Work task: In the listing below, find every line with the string "Crescent" and pull it out.

Dataset extract:
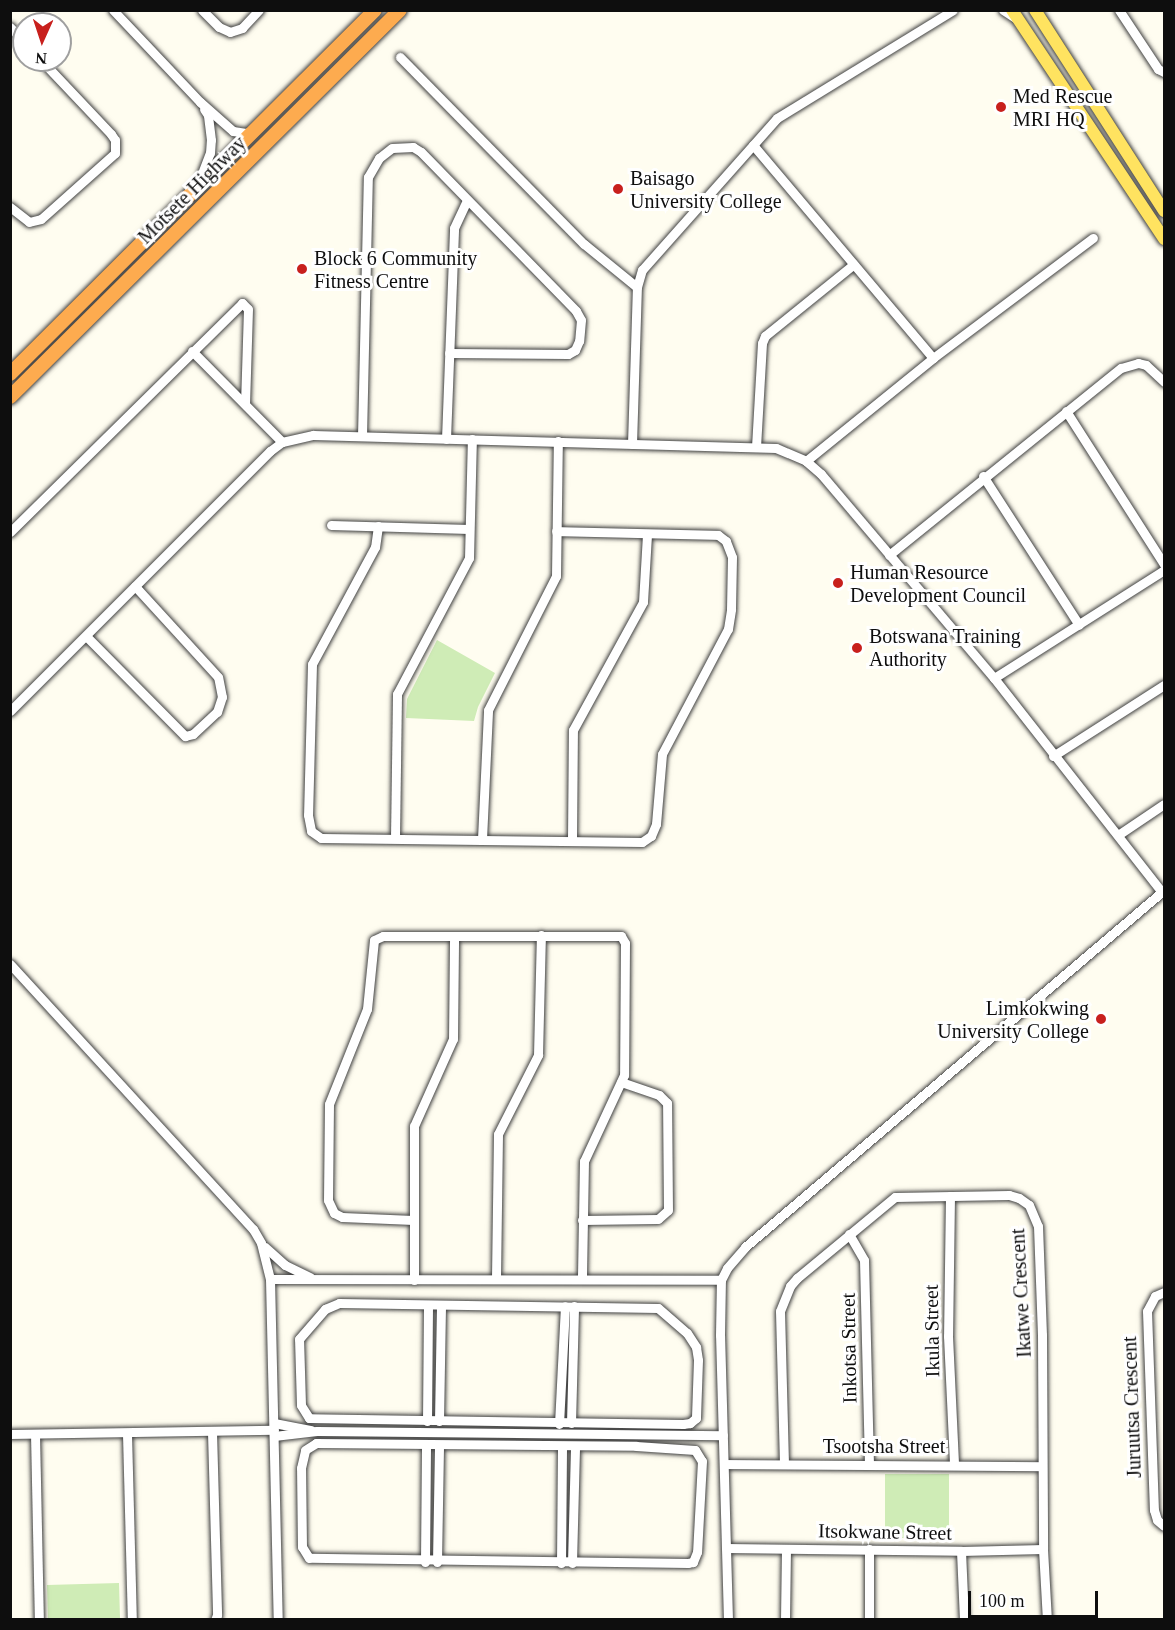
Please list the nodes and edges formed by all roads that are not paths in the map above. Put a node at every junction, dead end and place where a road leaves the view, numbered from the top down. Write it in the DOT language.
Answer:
graph roads {
  1 [pos="113,10"];
  2 [pos="202,10"];
  3 [pos="259,10"];
  4 [pos="375,10"];
  5 [pos="400,10"];
  6 [pos="952,10"];
  7 [pos="1003,10"];
  8 [pos="1035,10"];
  9 [pos="1119,10"];
  10 [pos="1015,16"];
  11 [pos="400,57"];
  12 [pos="52,72"];
  13 [pos="1164,72"];
  14 [pos="200,102"];
  15 [pos="256,129"];
  16 [pos="753,145"];
  17 [pos="196,187"];
  18 [pos="1153,194"];
  19 [pos="467,200"];
  20 [pos="1164,203"];
  21 [pos="10,207"];
  22 [pos="1164,211"];
  23 [pos="1160,223"];
  24 [pos="1093,238"];
  25 [pos="1164,239"];
  26 [pos="854,264"];
  27 [pos="637,287"];
  28 [pos="192,351"];
  29 [pos="450,353"];
  30 [pos="933,358"];
  31 [pos="10,374"];
  32 [pos="1164,382"];
  33 [pos="10,397"];
  34 [pos="245,403"];
  35 [pos="1066,411"];
  36 [pos="362,436"];
  37 [pos="446,439"];
  38 [pos="471,439"];
  39 [pos="558,441"];
  40 [pos="282,442"];
  41 [pos="632,444"];
  42 [pos="756,447"];
  43 [pos="806,460"];
  44 [pos="983,476"];
  45 [pos="331,525"];
  46 [pos="378,526"];
  47 [pos="469,529"];
  48 [pos="556,531"];
  49 [pos="10,532"];
  50 [pos="647,534"];
  51 [pos="889,555"];
  52 [pos="1164,564"];
  53 [pos="1164,570"];
  54 [pos="135,586"];
  55 [pos="1079,625"];
  56 [pos="86,636"];
  57 [pos="994,678"];
  58 [pos="1164,685"];
  59 [pos="10,711"];
  60 [pos="1053,756"];
  61 [pos="1164,804"];
  62 [pos="1118,835"];
  63 [pos="395,838"];
  64 [pos="482,839"];
  65 [pos="572,839"];
  66 [pos="1163,891"];
  67 [pos="541,935"];
  68 [pos="454,936"];
  69 [pos="10,964"];
  70 [pos="621,1082"];
  71 [pos="950,1196"];
  72 [pos="413,1220"];
  73 [pos="582,1220"];
  74 [pos="849,1234"];
  75 [pos="261,1243"];
  76 [pos="496,1278"];
  77 [pos="270,1279"];
  78 [pos="313,1279"];
  79 [pos="582,1279"];
  80 [pos="414,1280"];
  81 [pos="721,1280"];
  82 [pos="1164,1292"];
  83 [pos="428,1305"];
  84 [pos="441,1305"];
  85 [pos="569,1306"];
  86 [pos="364,1420"];
  87 [pos="427,1421"];
  88 [pos="440,1421"];
  89 [pos="571,1423"];
  90 [pos="560,1424"];
  91 [pos="500,1428"];
  92 [pos="637,1429"];
  93 [pos="274,1430"];
  94 [pos="212,1432"];
  95 [pos="364,1432"];
  96 [pos="10,1434"];
  97 [pos="35,1434"];
  98 [pos="128,1434"];
  99 [pos="723,1435"];
  100 [pos="364,1444"];
  101 [pos="426,1445"];
  102 [pos="439,1445"];
  103 [pos="500,1446"];
  104 [pos="636,1446"];
  105 [pos="562,1447"];
  106 [pos="575,1447"];
  107 [pos="724,1464"];
  108 [pos="784,1464"];
  109 [pos="869,1464"];
  110 [pos="954,1465"];
  111 [pos="1042,1466"];
  112 [pos="1164,1526"];
  113 [pos="726,1548"];
  114 [pos="869,1549"];
  115 [pos="1043,1549"];
  116 [pos="786,1550"];
  117 [pos="961,1551"];
  118 [pos="425,1562"];
  119 [pos="437,1562"];
  120 [pos="561,1563"];
  121 [pos="572,1563"];
  122 [pos="39,1620"];
  123 [pos="132,1620"];
  124 [pos="215,1620"];
  125 [pos="278,1620"];
  126 [pos="728,1620"];
  127 [pos="785,1620"];
  128 [pos="869,1620"];
  129 [pos="964,1620"];
  130 [pos="1047,1620"];
  1 -- 14 [label="street"];
  2 -- 3 [label="street"];
  4 -- 15 [label="highway, Motsete Highway"];
  5 -- 33 [label="highway, Motsete Highway"];
  6 -- 16 [label="street"];
  7 -- 10 [label="street"];
  8 -- 18 [label="main road"];
  9 -- 13 [label="street"];
  10 -- 23 [label="main road"];
  11 -- 27 [label="street"];
  12 -- 21 [label="street"];
  14 -- 15 [label="street"];
  14 -- 17 [label="street"];
  15 -- 17 [label="highway, Motsete Highway"];
  16 -- 26 [label="street"];
  16 -- 27 [label="street"];
  17 -- 31 [label="highway, Motsete Highway"];
  18 -- 20 [label="main road"];
  18 -- 22 [label="main road"];
  19 -- 29 [label="street"];
  19 -- 29 [label="street"];
  19 -- 36 [label="street"];
  23 -- 25 [label="main road"];
  24 -- 30 [label="street"];
  26 -- 30 [label="street"];
  26 -- 42 [label="street"];
  27 -- 41 [label="street"];
  28 -- 34 [label="street"];
  28 -- 34 [label="street"];
  28 -- 49 [label="street"];
  29 -- 37 [label="street"];
  30 -- 43 [label="street"];
  32 -- 35 [label="street"];
  34 -- 40 [label="street"];
  35 -- 44 [label="street"];
  35 -- 52 [label="street"];
  36 -- 37 [label="street"];
  36 -- 40 [label="street"];
  37 -- 38 [label="street"];
  38 -- 39 [label="street"];
  38 -- 47 [label="street"];
  39 -- 41 [label="street"];
  39 -- 48 [label="street"];
  40 -- 54 [label="street"];
  41 -- 42 [label="street"];
  42 -- 43 [label="street"];
  43 -- 51 [label="street"];
  44 -- 51 [label="street"];
  44 -- 55 [label="street"];
  45 -- 46 [label="street"];
  46 -- 47 [label="street"];
  46 -- 63 [label="street"];
  47 -- 63 [label="street"];
  48 -- 50 [label="street"];
  48 -- 64 [label="street"];
  50 -- 65 [label="street"];
  50 -- 65 [label="street"];
  51 -- 57 [label="street"];
  53 -- 55 [label="street"];
  54 -- 56 [label="street"];
  54 -- 56 [label="street"];
  55 -- 57 [label="street"];
  56 -- 59 [label="street"];
  57 -- 60 [label="street"];
  58 -- 60 [label="street"];
  60 -- 62 [label="street"];
  61 -- 62 [label="street"];
  62 -- 66 [label="street"];
  63 -- 64 [label="street"];
  64 -- 65 [label="street"];
  66 -- 81 [label="street"];
  67 -- 68 [label="street"];
  67 -- 70 [label="street"];
  67 -- 76 [label="street"];
  68 -- 72 [label="street"];
  68 -- 72 [label="street"];
  69 -- 75 [label="street"];
  70 -- 73 [label="street"];
  70 -- 73 [label="street"];
  71 -- 74 [label="street, Ikatwe Crescent"];
  71 -- 110 [label="street, Ikula Street"];
  71 -- 111 [label="street, Ikatwe Crescent"];
  72 -- 80 [label="street"];
  73 -- 79 [label="street"];
  74 -- 108 [label="street, Ikatwe Crescent"];
  74 -- 109 [label="street, Inkotsa Street"];
  75 -- 77 [label="street"];
  75 -- 78 [label="street"];
  76 -- 79 [label="street"];
  76 -- 80 [label="street"];
  77 -- 78 [label="street"];
  77 -- 93 [label="street"];
  78 -- 80 [label="street"];
  79 -- 81 [label="street"];
  81 -- 99 [label="street"];
  82 -- 112 [label="street, Juruutsa Crescent"];
  83 -- 84 [label="street"];
  83 -- 86 [label="street"];
  83 -- 87 [label="street"];
  84 -- 85 [label="street"];
  84 -- 88 [label="street"];
  85 -- 89 [label="street"];
  85 -- 90 [label="street"];
  85 -- 92 [label="street"];
  86 -- 87 [label="street"];
  86 -- 95 [label="street"];
  87 -- 88 [label="street"];
  88 -- 91 [label="street"];
  89 -- 90 [label="street"];
  89 -- 92 [label="street"];
  90 -- 91 [label="street"];
  91 -- 92 [label="street"];
  91 -- 95 [label="street"];
  91 -- 103 [label="street"];
  92 -- 99 [label="street"];
  92 -- 104 [label="street"];
  93 -- 94 [label="street"];
  93 -- 95 [label="street"];
  93 -- 125 [label="street"];
  94 -- 98 [label="street"];
  94 -- 124 [label="street"];
  95 -- 100 [label="street"];
  96 -- 97 [label="street"];
  97 -- 98 [label="street"];
  97 -- 122 [label="street"];
  98 -- 123 [label="street"];
  99 -- 107 [label="street"];
  100 -- 101 [label="street"];
  100 -- 118 [label="street"];
  101 -- 102 [label="street"];
  101 -- 118 [label="street"];
  102 -- 103 [label="street"];
  102 -- 119 [label="street"];
  103 -- 105 [label="street"];
  104 -- 106 [label="street"];
  104 -- 121 [label="street"];
  105 -- 106 [label="street"];
  105 -- 120 [label="street"];
  106 -- 121 [label="street"];
  107 -- 108 [label="street, Tsootsha Street"];
  107 -- 113 [label="street"];
  108 -- 109 [label="street, Tsootsha Street"];
  109 -- 110 [label="street, Tsootsha Street"];
  110 -- 111 [label="street, Tsootsha Street"];
  111 -- 115 [label="street, Ikatwe Crescent"];
  113 -- 116 [label="street, Itsokwane Street"];
  113 -- 126 [label="street"];
  114 -- 116 [label="street, Itsokwane Street"];
  114 -- 117 [label="street, Itsokwane Street"];
  114 -- 128 [label="street"];
  115 -- 117 [label="street, Itsokwane Street"];
  115 -- 130 [label="street, Ikatwe Crescent"];
  116 -- 127 [label="street"];
  117 -- 129 [label="street"];
  118 -- 119 [label="street"];
  119 -- 120 [label="street"];
  120 -- 121 [label="street"];
}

Finished task:
  71 -- 74 [label="street, Ikatwe Crescent"];
  71 -- 111 [label="street, Ikatwe Crescent"];
  74 -- 108 [label="street, Ikatwe Crescent"];
  82 -- 112 [label="street, Juruutsa Crescent"];
  111 -- 115 [label="street, Ikatwe Crescent"];
  115 -- 130 [label="street, Ikatwe Crescent"];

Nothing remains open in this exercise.